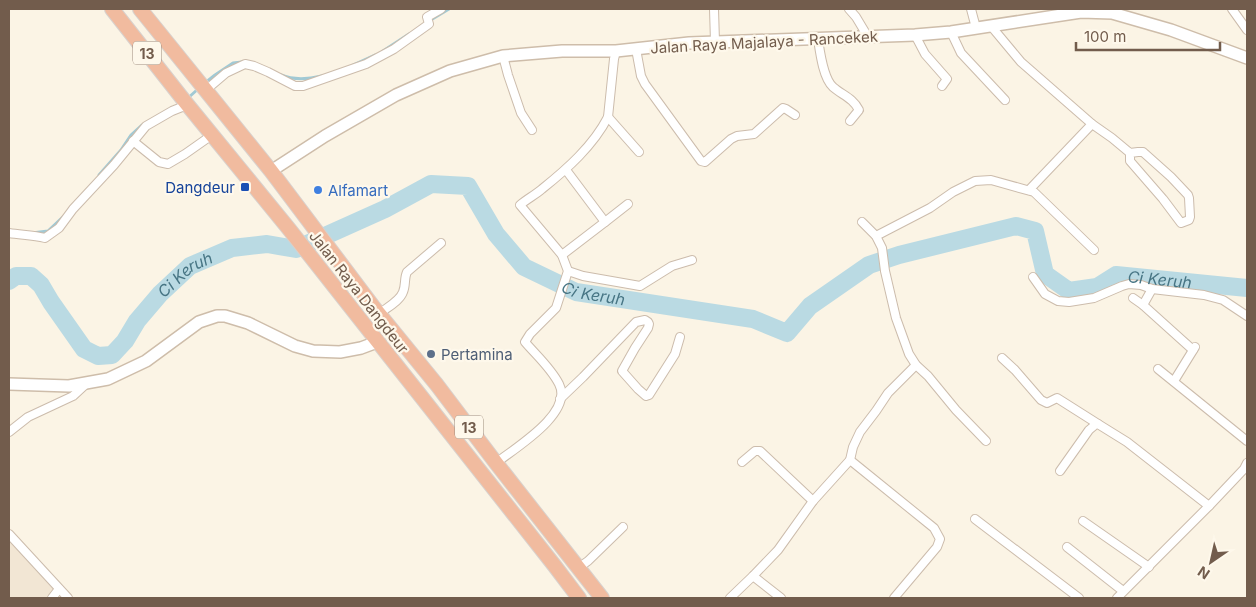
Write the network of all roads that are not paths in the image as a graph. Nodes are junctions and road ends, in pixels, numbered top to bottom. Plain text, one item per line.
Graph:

* * *

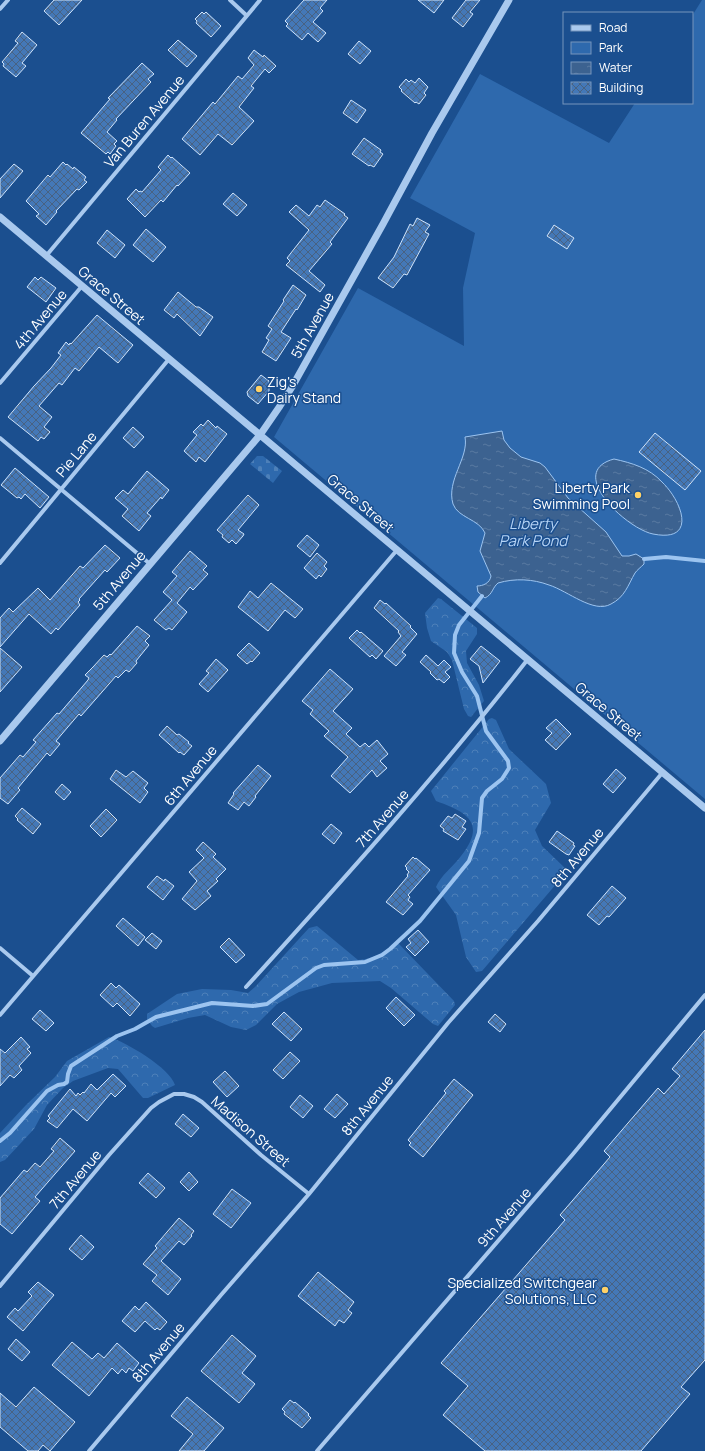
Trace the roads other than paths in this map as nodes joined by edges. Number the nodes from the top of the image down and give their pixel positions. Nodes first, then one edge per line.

ASSIGNMENT:
Please copy each line of the material that has the string "image" somewhere in it.

RESULT OF THE EXERCISE:
Write the network of all roads that are not paths in the image as a graph. Nodes are junctions and road ends, in pixels, numbered top to bottom. Plain text, one item per line.
Trace the roads other than paths in this map as nodes joined by edges. Number the nodes from the top of the image down and give their pixel positions. Nodes first, then one edge per line.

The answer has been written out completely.